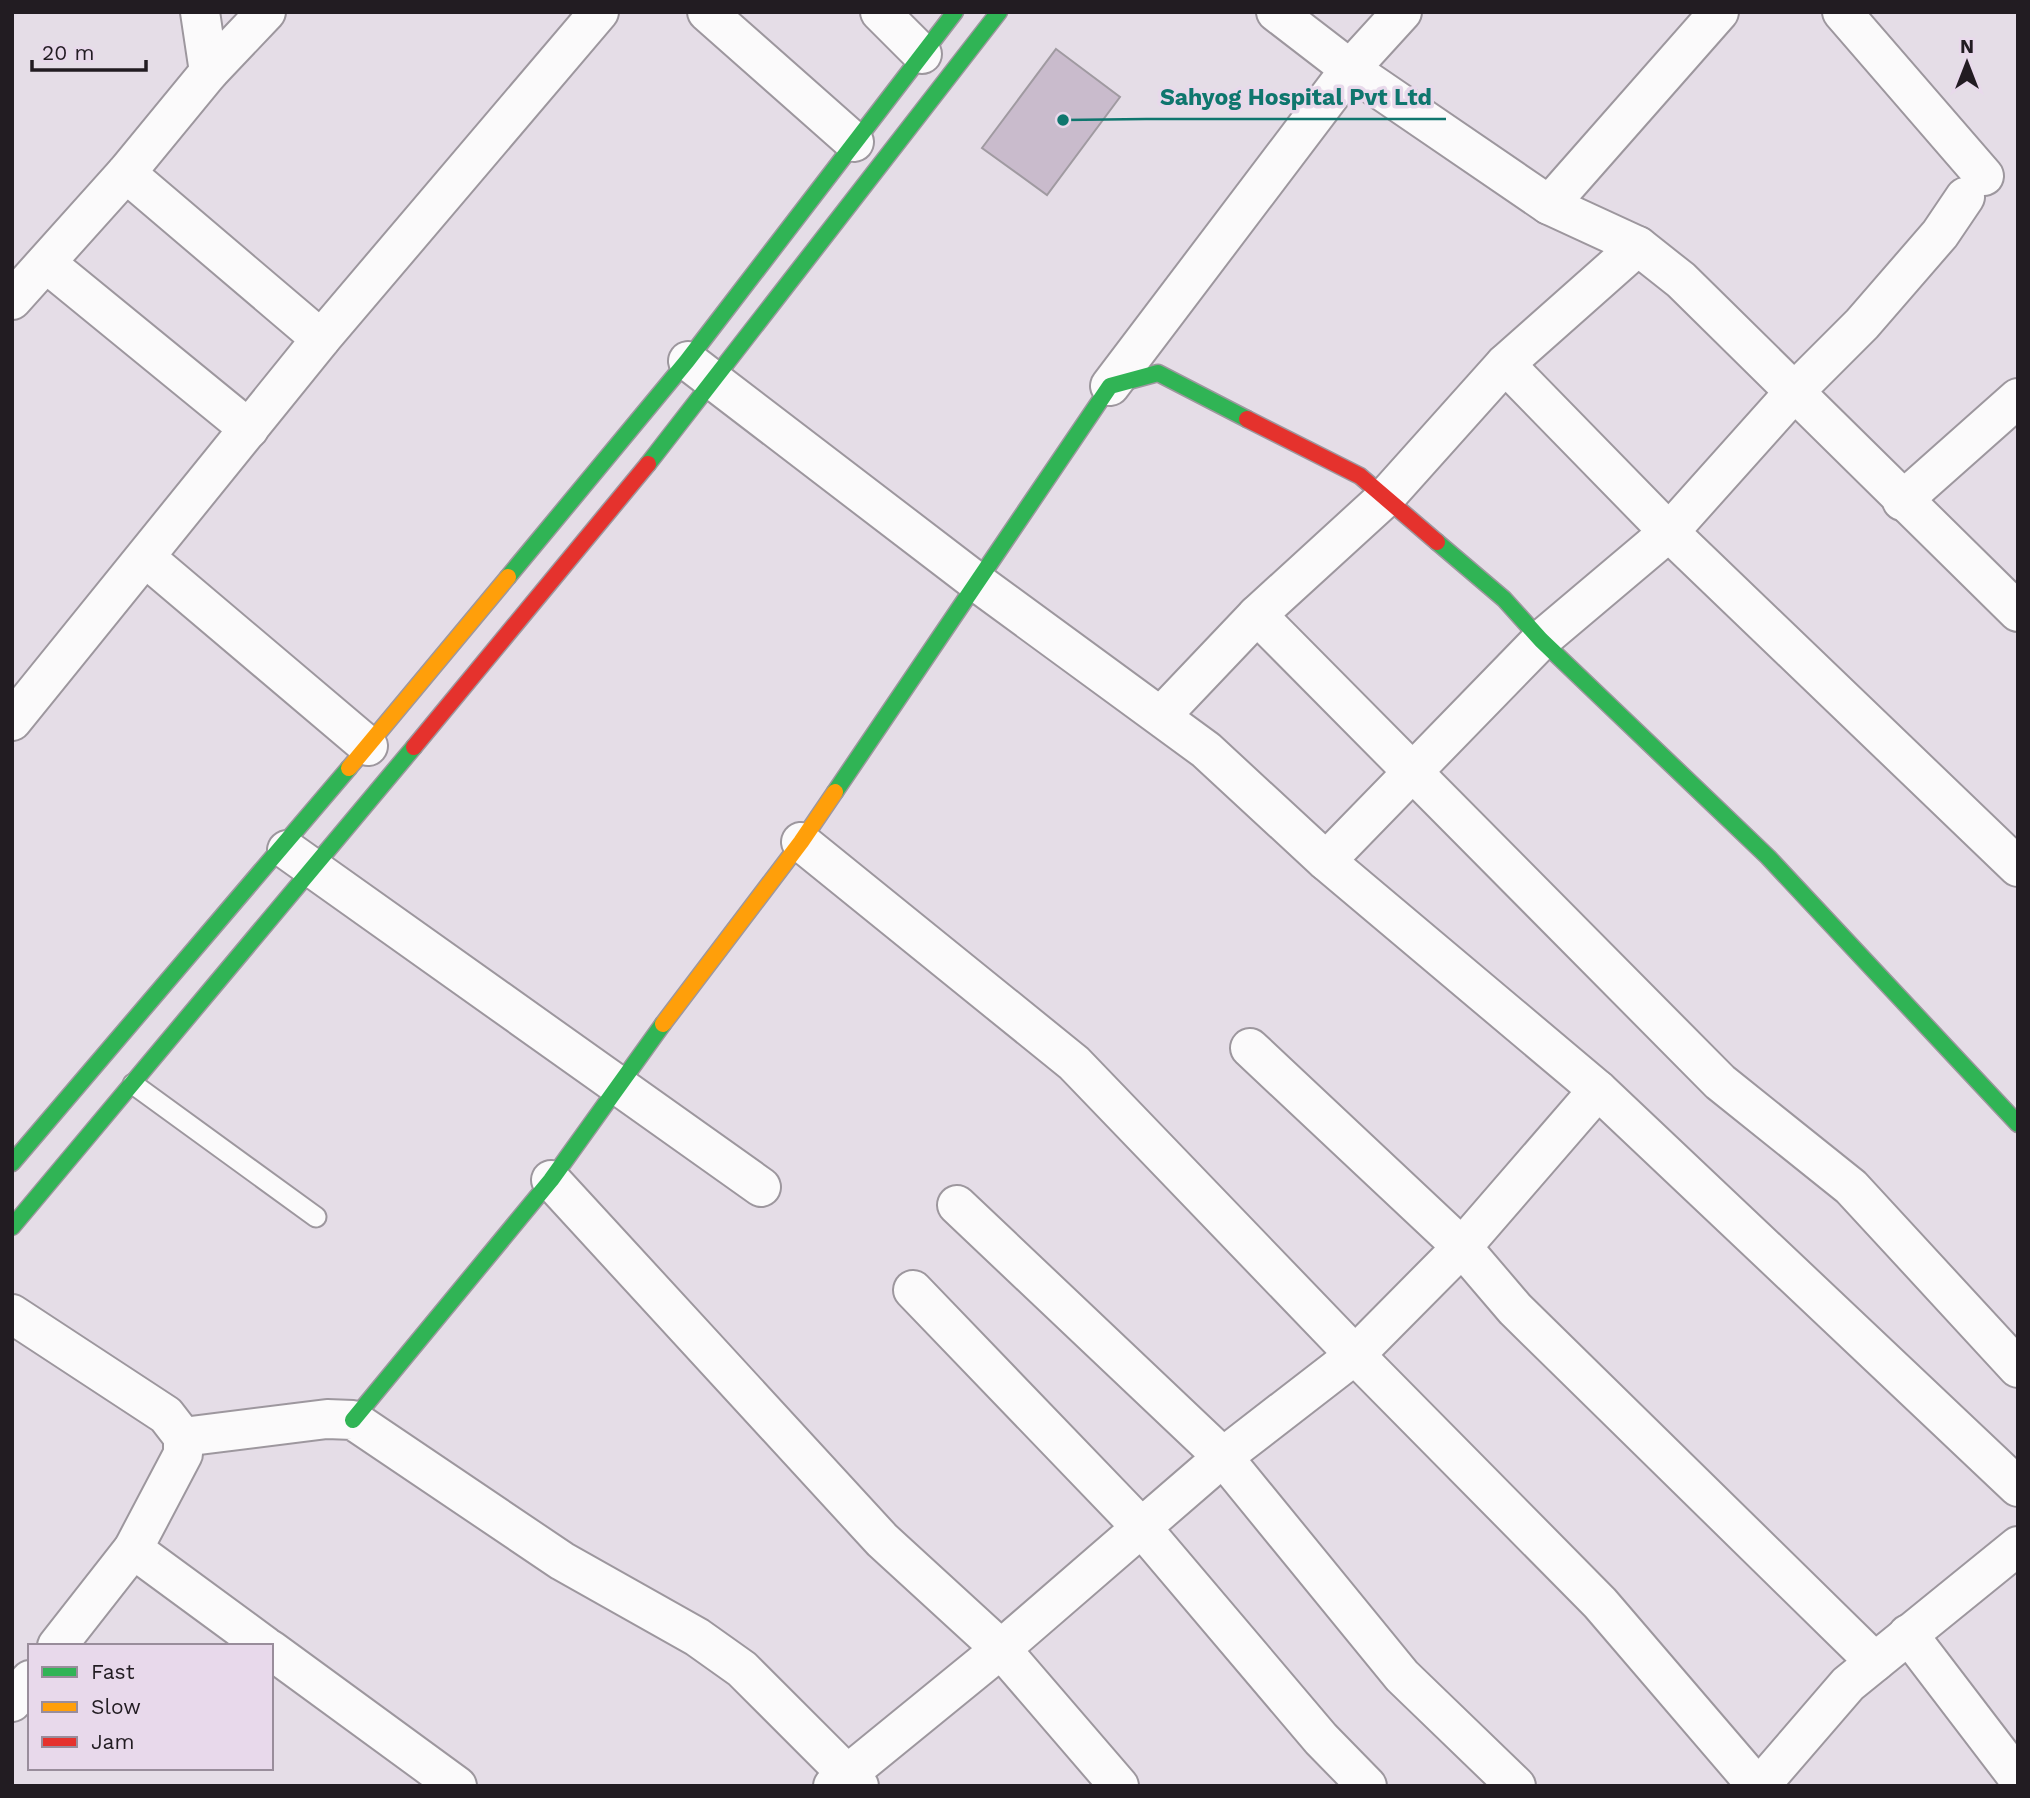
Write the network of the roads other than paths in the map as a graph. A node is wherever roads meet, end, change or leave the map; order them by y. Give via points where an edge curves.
1 (200, 12) edge
2 (266, 12) edge
3 (599, 12) edge
4 (707, 12) edge
5 (880, 12) edge
6 (955, 12) edge
7 (999, 12) edge
8 (1276, 12) edge
9 (1402, 12) edge
10 (1719, 12) edge
11 (1842, 12) edge
12 (922, 54) junction
13 (1350, 69) junction
14 (209, 72) junction
15 (854, 142) junction
16 (126, 173) junction
17 (1549, 205) junction
18 (1638, 246) junction
19 (46, 262) junction
20 (12, 300) edge
21 (321, 339) junction
22 (1505, 364) junction
23 (701, 371) junction
24 (1111, 386) junction
25 (1796, 390) junction
26 (2018, 398) edge
27 (249, 429) junction
28 (1385, 498) junction
29 (1902, 501) junction
30 (1669, 532) junction
31 (146, 558) junction
32 (978, 583) junction
33 (2018, 612) edge
34 (1257, 615) junction
35 (1541, 640) junction
36 (1161, 716) junction
37 (12, 721) edge
38 (368, 746) junction
39 (1414, 771) junction
40 (801, 842) junction
41 (283, 846) junction
42 (1326, 861) junction
43 (2018, 867) edge
44 (313, 870) junction
45 (1250, 1048) dead end
46 (133, 1084) junction
47 (617, 1084) junction
48 (1598, 1090) junction
49 (2018, 1124) edge
50 (12, 1163) edge
51 (551, 1180) junction
52 (761, 1187) dead end
53 (957, 1205) dead end
54 (316, 1217) dead end
55 (12, 1227) edge
56 (1462, 1247) junction
57 (913, 1290) dead end
58 (12, 1314) edge
59 (1355, 1355) junction
60 (2018, 1368) edge
61 (353, 1420) junction
62 (183, 1437) junction
63 (1223, 1457) junction
64 (2018, 1487) edge
65 (1142, 1528) junction
66 (2018, 1546) edge
67 (133, 1549) junction
68 (1908, 1634) junction
69 (59, 1644) edge
70 (262, 1644) edge
71 (1001, 1649) junction
72 (273, 1651) edge
73 (1875, 1662) junction
74 (28, 1682) edge
75 (12, 1702) edge
76 (2018, 1778) edge
77 (847, 1781) edge
78 (457, 1786) edge
79 (1119, 1786) edge
80 (1367, 1786) edge
81 (1516, 1786) edge
82 (1758, 1786) edge

1 - 14 street
2 - 14 street
3 - 21 street
4 - 15 street
5 - 12 street
6 - 12 main road
7 - 23 main road
8 - 13 street
9 - 13 street
10 - 17 street
11 - 25 street via 1975,186 1862,324
12 - 15 main road
13 - 17 street
13 - 24 street
14 - 16 street
15 - 23 main road
16 - 19 street
16 - 21 street
17 - 18 street
18 - 22 street
18 - 25 street via 1681,280
19 - 20 street
19 - 27 street
21 - 27 street
22 - 28 street
22 - 30 street
23 - 32 street
23 - 38 main road
23 - 44 main road via 614,508
24 - 28 main road via 1158,373 1360,476
24 - 32 main road
25 - 29 street
25 - 30 street
26 - 29 street
27 - 31 street
28 - 34 street
28 - 35 main road via 1504,599
29 - 33 street
30 - 35 street
30 - 43 street
31 - 37 street
31 - 38 street
32 - 36 street
32 - 40 main road
34 - 36 street
34 - 39 street
35 - 39 street
35 - 49 main road via 1768,857
36 - 42 street via 1206,750
38 - 41 main road
39 - 42 street
39 - 60 street via 1720,1082 1851,1187
40 - 47 main road
40 - 59 street via 1074,1063
41 - 44 street
41 - 50 main road
42 - 48 street
44 - 46 main road
44 - 47 street
45 - 56 street
46 - 54 lane
46 - 55 main road
47 - 51 main road
47 - 52 street
48 - 56 street
48 - 64 street
51 - 61 main road
51 - 71 street via 882,1540
53 - 63 street
56 - 59 street
56 - 73 street via 1515,1309
57 - 65 street
58 - 62 street via 166,1415
59 - 63 street
59 - 82 street via 1600,1603
61 - 62 street via 327,1419
61 - 77 street via 562,1561 697,1637 742,1669
62 - 67 street via 183,1454
63 - 65 street
63 - 81 street via 1402,1676
65 - 71 street
65 - 80 street via 1321,1739
66 - 68 street
67 - 69 street
67 - 70 street
68 - 73 street
68 - 76 street
71 - 77 street
71 - 79 street
72 - 78 street
73 - 82 street via 1848,1684
74 - 75 street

::::::::

Brief: From the material above, copy every line that has the word "dead" in it.

Task result:
45 (1250, 1048) dead end
52 (761, 1187) dead end
53 (957, 1205) dead end
54 (316, 1217) dead end
57 (913, 1290) dead end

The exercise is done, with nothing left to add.